# Assignment
Among the lines below, some may contain the string "down". Say how many do, and give nothing besides the number.

# Excerpted records
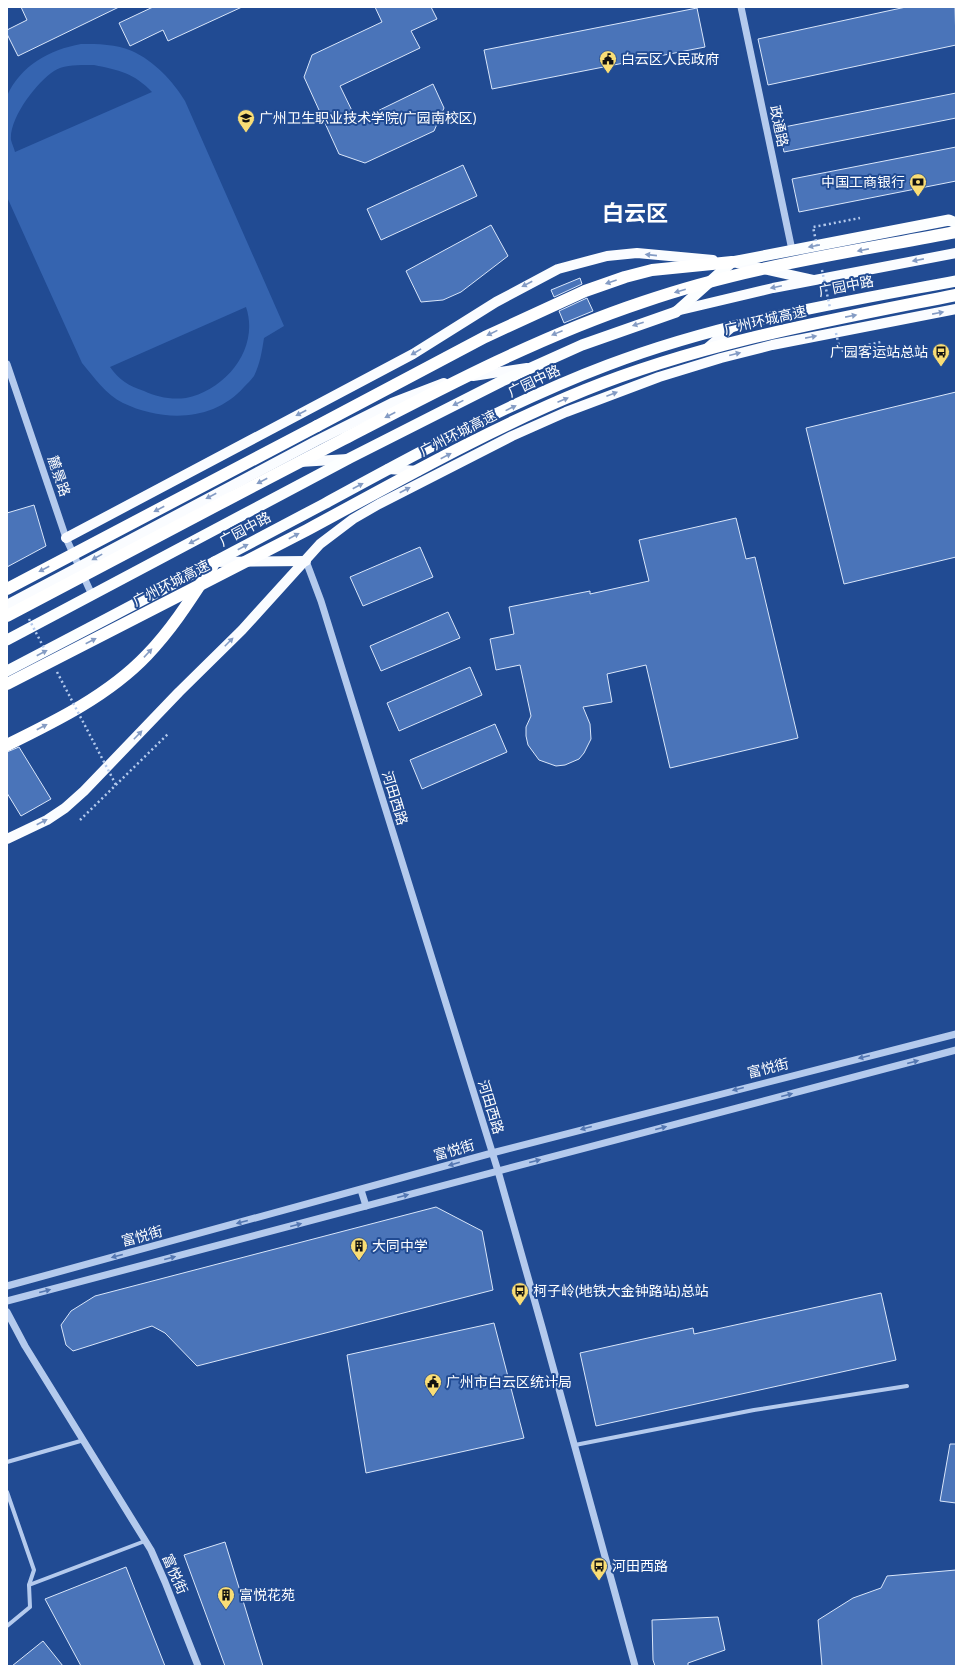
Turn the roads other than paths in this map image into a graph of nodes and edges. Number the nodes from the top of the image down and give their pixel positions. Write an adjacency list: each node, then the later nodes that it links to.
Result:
1 (741, 7): 4 (street, 政通路)
2 (954, 221): 4 (highway, one-way to 4)
3 (956, 232): 27 (highway, one-way to 27, bridge)
4 (792, 250): 6 (highway)
5 (956, 253): 7 (main road, 广园中路, one-way to 7)
6 (732, 262): 7 (main road); 11 (highway); 20 (main road, one-way to 20); 24 (highway, one-way to 24, bridge)
7 (813, 280): 11 (main road, 广园中路, one-way to 11)
8 (956, 281): 12 (highway, 广园中路)
9 (956, 296): 30 (highway, 广州环城高速, one-way to 9, bridge)
10 (956, 309): 15 (main road, one-way to 10)
11 (676, 312): 14 (highway, 广园中路, one-way to 14)
12 (733, 326): 15 (main road); 18 (highway, 广园中路, one-way to 12)
13 (7, 364): 20 (street, 麓景路)
14 (531, 368): 16 (highway, 广园中路, one-way to 16); 17 (main road)
15 (682, 369): 19 (main road, one-way to 15)
16 (350, 458): 17 (main road); 25 (highway, 广园中路, one-way to 25)
17 (271, 464): 23 (main road, one-way to 23)
18 (388, 469): 19 (main road); 22 (highway, 广园中路, one-way to 18)
19 (439, 472): 21 (main road, one-way to 19)
20 (66, 538): 23 (street, 麓景路)
21 (306, 561): 22 (main road); 32 (main road, one-way to 21); 35 (street, 河田西路)
22 (215, 562): 29 (highway, 广园中路, one-way to 22); 31 (highway, one-way to 22)
23 (79, 567): 25 (street, 麓景路); 26 (main road)
24 (7, 589)
25 (92, 595): 28 (highway, 广园中路)
26 (7, 605)
27 (7, 616)
28 (7, 640)
29 (7, 672)
30 (7, 684)
31 (7, 745)
32 (7, 839)
33 (956, 1034): 35 (street, 富悦街, one-way to 35)
34 (956, 1050): 36 (street, 富悦街, one-way to 34)
35 (492, 1153): 36 (street, 河田西路); 37 (street, 富悦街, one-way to 37)
36 (498, 1171): 38 (street, 富悦街, one-way to 36); 44 (street, 河田西路)
37 (361, 1190): 38 (street); 39 (street, 富悦街, one-way to 39)
38 (366, 1206): 40 (street, 富悦街, one-way to 38)
39 (7, 1286)
40 (7, 1301)
41 (7, 1312): 43 (street, 富悦街)
42 (907, 1386): 44 (street)
43 (84, 1440): 45 (street); 47 (street, 富悦街)
44 (575, 1445): 51 (street, 河田西路)
45 (7, 1462)
46 (7, 1492): 48 (street)
47 (145, 1541): 48 (street); 50 (street, 富悦街)
48 (29, 1585): 49 (street)
49 (7, 1626)
50 (198, 1666)
51 (635, 1666)

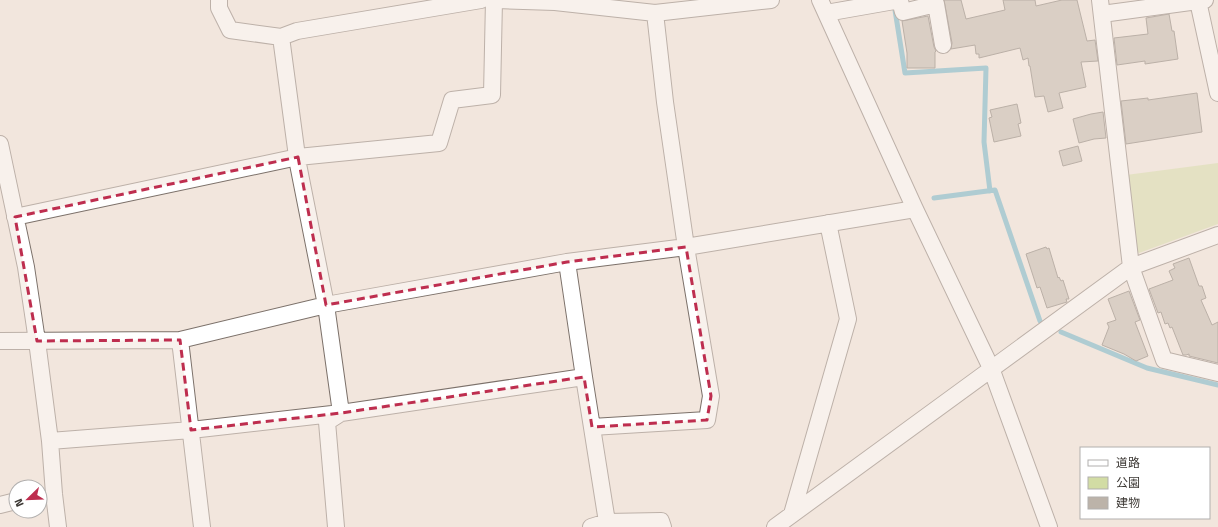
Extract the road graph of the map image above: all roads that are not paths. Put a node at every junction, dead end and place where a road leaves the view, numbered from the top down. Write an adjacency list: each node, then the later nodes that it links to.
1 (220, 0): 12 (street)
2 (481, 0): 8 (street)
3 (494, 0): 16 (street)
4 (497, 0): 11 (street)
5 (771, 0): 11 (street)
6 (900, 0): 9 (street); 13 (street)
7 (1202, 0): 10 (street); 14 (street)
8 (406, 6): 12 (street)
9 (823, 6): 17 (street)
10 (1101, 7): 23 (street)
11 (655, 13): 21 (street)
12 (281, 37): 16 (street)
13 (943, 45)
14 (1218, 93)
15 (0, 144): 18 (street)
16 (298, 157): 18 (street); 24 (street)
17 (915, 209): 19 (street); 28 (street)
18 (15, 217): 27 (street)
19 (828, 223): 21 (street); 37 (street)
20 (1218, 235): 23 (street)
21 (686, 247): 22 (street); 32 (street)
22 (567, 262): 24 (street); 30 (street)
23 (1131, 267): 28 (street); 29 (street)
24 (326, 305): 25 (street); 31 (street)
25 (180, 340): 27 (street); 33 (street)
26 (0, 341): 27 (street)
27 (37, 341): 34 (street)
28 (991, 368): 37 (street); 45 (street)
29 (1218, 373)
30 (584, 377): 31 (street); 32 (street)
31 (341, 413): 33 (street); 41 (street)
32 (592, 427): 38 (street)
33 (192, 430): 34 (street); 40 (street)
34 (50, 441): 35 (street)
35 (48, 479)
36 (48, 498): 39 (street)
37 (792, 514): 44 (street)
38 (607, 522): 42 (street); 43 (street)
39 (58, 527)
40 (202, 527)
41 (336, 527)
42 (591, 527)
43 (663, 527)
44 (775, 527)
45 (1049, 527)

# Exercise output
2